> _WHAT THE EXERCISE ASKS_: No record may be omitted; give all of them again exactly.

---------- DATA PROVIDED

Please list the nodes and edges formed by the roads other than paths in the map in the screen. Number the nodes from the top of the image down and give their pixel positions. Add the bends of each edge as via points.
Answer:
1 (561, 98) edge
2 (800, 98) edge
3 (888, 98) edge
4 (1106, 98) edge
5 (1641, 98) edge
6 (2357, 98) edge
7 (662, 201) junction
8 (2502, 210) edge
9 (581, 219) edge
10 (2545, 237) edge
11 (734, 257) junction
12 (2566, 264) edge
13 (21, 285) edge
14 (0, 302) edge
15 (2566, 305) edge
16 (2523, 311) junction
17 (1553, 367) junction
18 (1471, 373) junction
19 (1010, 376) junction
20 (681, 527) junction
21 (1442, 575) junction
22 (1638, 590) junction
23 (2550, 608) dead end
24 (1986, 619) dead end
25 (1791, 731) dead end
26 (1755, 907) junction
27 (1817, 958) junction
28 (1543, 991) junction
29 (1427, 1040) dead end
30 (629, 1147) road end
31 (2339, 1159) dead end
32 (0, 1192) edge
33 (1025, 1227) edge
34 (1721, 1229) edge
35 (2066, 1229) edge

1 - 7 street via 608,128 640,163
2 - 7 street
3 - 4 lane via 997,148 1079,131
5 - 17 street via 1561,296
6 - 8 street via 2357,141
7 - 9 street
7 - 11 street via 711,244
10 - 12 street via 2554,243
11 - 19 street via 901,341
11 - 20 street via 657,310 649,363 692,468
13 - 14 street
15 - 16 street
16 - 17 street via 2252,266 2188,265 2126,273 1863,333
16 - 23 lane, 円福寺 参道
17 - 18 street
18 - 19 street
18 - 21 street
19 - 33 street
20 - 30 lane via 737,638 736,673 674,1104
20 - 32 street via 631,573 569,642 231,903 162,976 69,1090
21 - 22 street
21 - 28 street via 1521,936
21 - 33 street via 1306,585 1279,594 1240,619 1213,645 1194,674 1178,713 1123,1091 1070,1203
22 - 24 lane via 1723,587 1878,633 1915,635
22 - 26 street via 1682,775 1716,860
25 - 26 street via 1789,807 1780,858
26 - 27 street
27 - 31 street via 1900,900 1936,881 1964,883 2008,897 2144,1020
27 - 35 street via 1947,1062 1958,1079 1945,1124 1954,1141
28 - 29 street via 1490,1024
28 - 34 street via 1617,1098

--------------------

> _FINISHED EXERCISE_:
Please list the nodes and edges formed by the roads other than paths in the map in the screen. Number the nodes from the top of the image down and give their pixel positions. Add the bends of each edge as via points.
Answer:
1 (561, 98) edge
2 (800, 98) edge
3 (888, 98) edge
4 (1106, 98) edge
5 (1641, 98) edge
6 (2357, 98) edge
7 (662, 201) junction
8 (2502, 210) edge
9 (581, 219) edge
10 (2545, 237) edge
11 (734, 257) junction
12 (2566, 264) edge
13 (21, 285) edge
14 (0, 302) edge
15 (2566, 305) edge
16 (2523, 311) junction
17 (1553, 367) junction
18 (1471, 373) junction
19 (1010, 376) junction
20 (681, 527) junction
21 (1442, 575) junction
22 (1638, 590) junction
23 (2550, 608) dead end
24 (1986, 619) dead end
25 (1791, 731) dead end
26 (1755, 907) junction
27 (1817, 958) junction
28 (1543, 991) junction
29 (1427, 1040) dead end
30 (629, 1147) road end
31 (2339, 1159) dead end
32 (0, 1192) edge
33 (1025, 1227) edge
34 (1721, 1229) edge
35 (2066, 1229) edge

1 - 7 street via 608,128 640,163
2 - 7 street
3 - 4 lane via 997,148 1079,131
5 - 17 street via 1561,296
6 - 8 street via 2357,141
7 - 9 street
7 - 11 street via 711,244
10 - 12 street via 2554,243
11 - 19 street via 901,341
11 - 20 street via 657,310 649,363 692,468
13 - 14 street
15 - 16 street
16 - 17 street via 2252,266 2188,265 2126,273 1863,333
16 - 23 lane, 円福寺 参道
17 - 18 street
18 - 19 street
18 - 21 street
19 - 33 street
20 - 30 lane via 737,638 736,673 674,1104
20 - 32 street via 631,573 569,642 231,903 162,976 69,1090
21 - 22 street
21 - 28 street via 1521,936
21 - 33 street via 1306,585 1279,594 1240,619 1213,645 1194,674 1178,713 1123,1091 1070,1203
22 - 24 lane via 1723,587 1878,633 1915,635
22 - 26 street via 1682,775 1716,860
25 - 26 street via 1789,807 1780,858
26 - 27 street
27 - 31 street via 1900,900 1936,881 1964,883 2008,897 2144,1020
27 - 35 street via 1947,1062 1958,1079 1945,1124 1954,1141
28 - 29 street via 1490,1024
28 - 34 street via 1617,1098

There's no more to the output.